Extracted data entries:
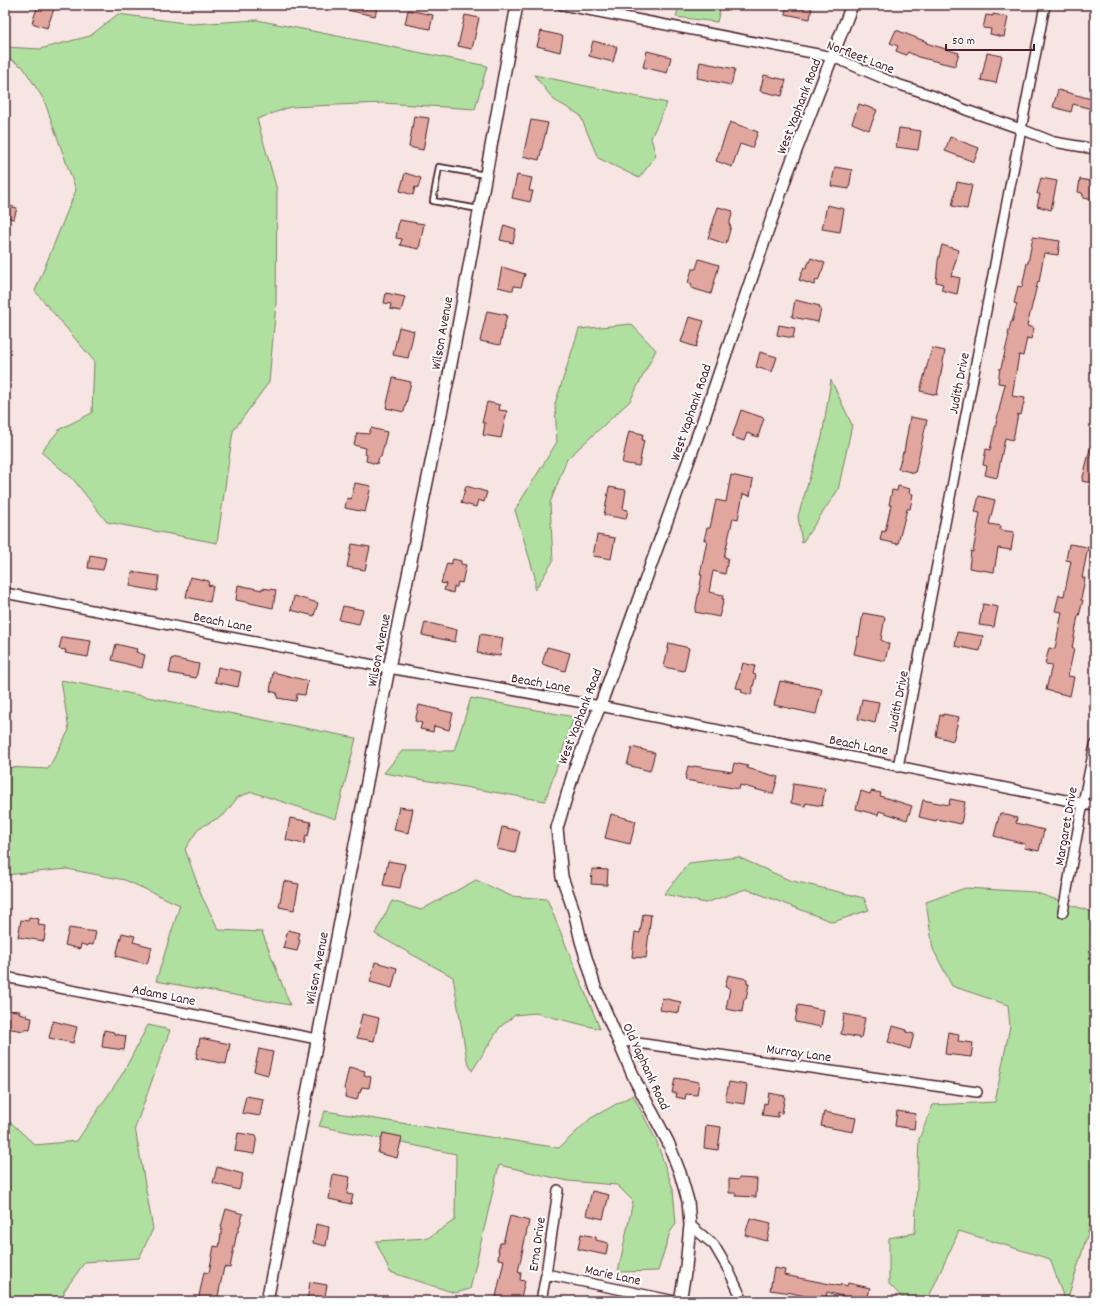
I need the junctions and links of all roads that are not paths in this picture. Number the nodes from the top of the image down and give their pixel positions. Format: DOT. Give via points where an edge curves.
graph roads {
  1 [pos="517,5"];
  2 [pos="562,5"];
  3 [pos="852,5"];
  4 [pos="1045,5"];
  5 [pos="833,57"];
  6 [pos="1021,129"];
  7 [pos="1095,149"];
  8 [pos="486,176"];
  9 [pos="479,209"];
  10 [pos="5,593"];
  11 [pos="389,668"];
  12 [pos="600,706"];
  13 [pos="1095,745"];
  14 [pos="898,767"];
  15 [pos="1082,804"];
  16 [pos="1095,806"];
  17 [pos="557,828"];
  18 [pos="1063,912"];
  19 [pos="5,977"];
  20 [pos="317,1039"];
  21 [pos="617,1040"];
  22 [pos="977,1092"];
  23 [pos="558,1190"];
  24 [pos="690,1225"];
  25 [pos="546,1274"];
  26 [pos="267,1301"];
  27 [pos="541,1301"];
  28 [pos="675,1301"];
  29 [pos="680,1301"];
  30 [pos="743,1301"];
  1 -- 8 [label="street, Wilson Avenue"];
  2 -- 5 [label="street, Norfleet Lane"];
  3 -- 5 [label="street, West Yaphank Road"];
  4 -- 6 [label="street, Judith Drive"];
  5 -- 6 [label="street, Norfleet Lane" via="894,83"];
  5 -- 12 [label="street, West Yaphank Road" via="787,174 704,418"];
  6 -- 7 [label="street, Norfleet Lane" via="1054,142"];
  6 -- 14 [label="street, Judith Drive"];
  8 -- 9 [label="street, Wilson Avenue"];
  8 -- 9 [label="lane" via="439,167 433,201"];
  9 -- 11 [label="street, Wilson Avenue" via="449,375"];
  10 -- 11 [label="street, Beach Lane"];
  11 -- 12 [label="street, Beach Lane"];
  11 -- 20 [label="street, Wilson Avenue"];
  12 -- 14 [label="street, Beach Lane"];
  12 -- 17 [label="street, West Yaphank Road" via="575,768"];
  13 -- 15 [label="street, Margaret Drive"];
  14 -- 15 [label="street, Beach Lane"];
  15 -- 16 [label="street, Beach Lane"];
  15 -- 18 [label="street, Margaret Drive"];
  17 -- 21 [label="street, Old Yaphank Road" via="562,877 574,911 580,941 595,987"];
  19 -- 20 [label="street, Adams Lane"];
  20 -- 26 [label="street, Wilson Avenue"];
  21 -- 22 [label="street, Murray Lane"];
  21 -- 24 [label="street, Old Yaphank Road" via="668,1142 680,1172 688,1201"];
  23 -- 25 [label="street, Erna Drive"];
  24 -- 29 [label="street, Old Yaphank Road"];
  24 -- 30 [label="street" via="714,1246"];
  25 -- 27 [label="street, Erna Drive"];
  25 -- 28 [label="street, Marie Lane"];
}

## Assignment
Every entry above should be restated word for word, with the images left out.

## Response to this exercise
I need the junctions and links of all roads that are not paths in this picture. Number the nodes from the top of the image down and give their pixel positions. Format: DOT. Give via points where an edge curves.
graph roads {
  1 [pos="517,5"];
  2 [pos="562,5"];
  3 [pos="852,5"];
  4 [pos="1045,5"];
  5 [pos="833,57"];
  6 [pos="1021,129"];
  7 [pos="1095,149"];
  8 [pos="486,176"];
  9 [pos="479,209"];
  10 [pos="5,593"];
  11 [pos="389,668"];
  12 [pos="600,706"];
  13 [pos="1095,745"];
  14 [pos="898,767"];
  15 [pos="1082,804"];
  16 [pos="1095,806"];
  17 [pos="557,828"];
  18 [pos="1063,912"];
  19 [pos="5,977"];
  20 [pos="317,1039"];
  21 [pos="617,1040"];
  22 [pos="977,1092"];
  23 [pos="558,1190"];
  24 [pos="690,1225"];
  25 [pos="546,1274"];
  26 [pos="267,1301"];
  27 [pos="541,1301"];
  28 [pos="675,1301"];
  29 [pos="680,1301"];
  30 [pos="743,1301"];
  1 -- 8 [label="street, Wilson Avenue"];
  2 -- 5 [label="street, Norfleet Lane"];
  3 -- 5 [label="street, West Yaphank Road"];
  4 -- 6 [label="street, Judith Drive"];
  5 -- 6 [label="street, Norfleet Lane" via="894,83"];
  5 -- 12 [label="street, West Yaphank Road" via="787,174 704,418"];
  6 -- 7 [label="street, Norfleet Lane" via="1054,142"];
  6 -- 14 [label="street, Judith Drive"];
  8 -- 9 [label="street, Wilson Avenue"];
  8 -- 9 [label="lane" via="439,167 433,201"];
  9 -- 11 [label="street, Wilson Avenue" via="449,375"];
  10 -- 11 [label="street, Beach Lane"];
  11 -- 12 [label="street, Beach Lane"];
  11 -- 20 [label="street, Wilson Avenue"];
  12 -- 14 [label="street, Beach Lane"];
  12 -- 17 [label="street, West Yaphank Road" via="575,768"];
  13 -- 15 [label="street, Margaret Drive"];
  14 -- 15 [label="street, Beach Lane"];
  15 -- 16 [label="street, Beach Lane"];
  15 -- 18 [label="street, Margaret Drive"];
  17 -- 21 [label="street, Old Yaphank Road" via="562,877 574,911 580,941 595,987"];
  19 -- 20 [label="street, Adams Lane"];
  20 -- 26 [label="street, Wilson Avenue"];
  21 -- 22 [label="street, Murray Lane"];
  21 -- 24 [label="street, Old Yaphank Road" via="668,1142 680,1172 688,1201"];
  23 -- 25 [label="street, Erna Drive"];
  24 -- 29 [label="street, Old Yaphank Road"];
  24 -- 30 [label="street" via="714,1246"];
  25 -- 27 [label="street, Erna Drive"];
  25 -- 28 [label="street, Marie Lane"];
}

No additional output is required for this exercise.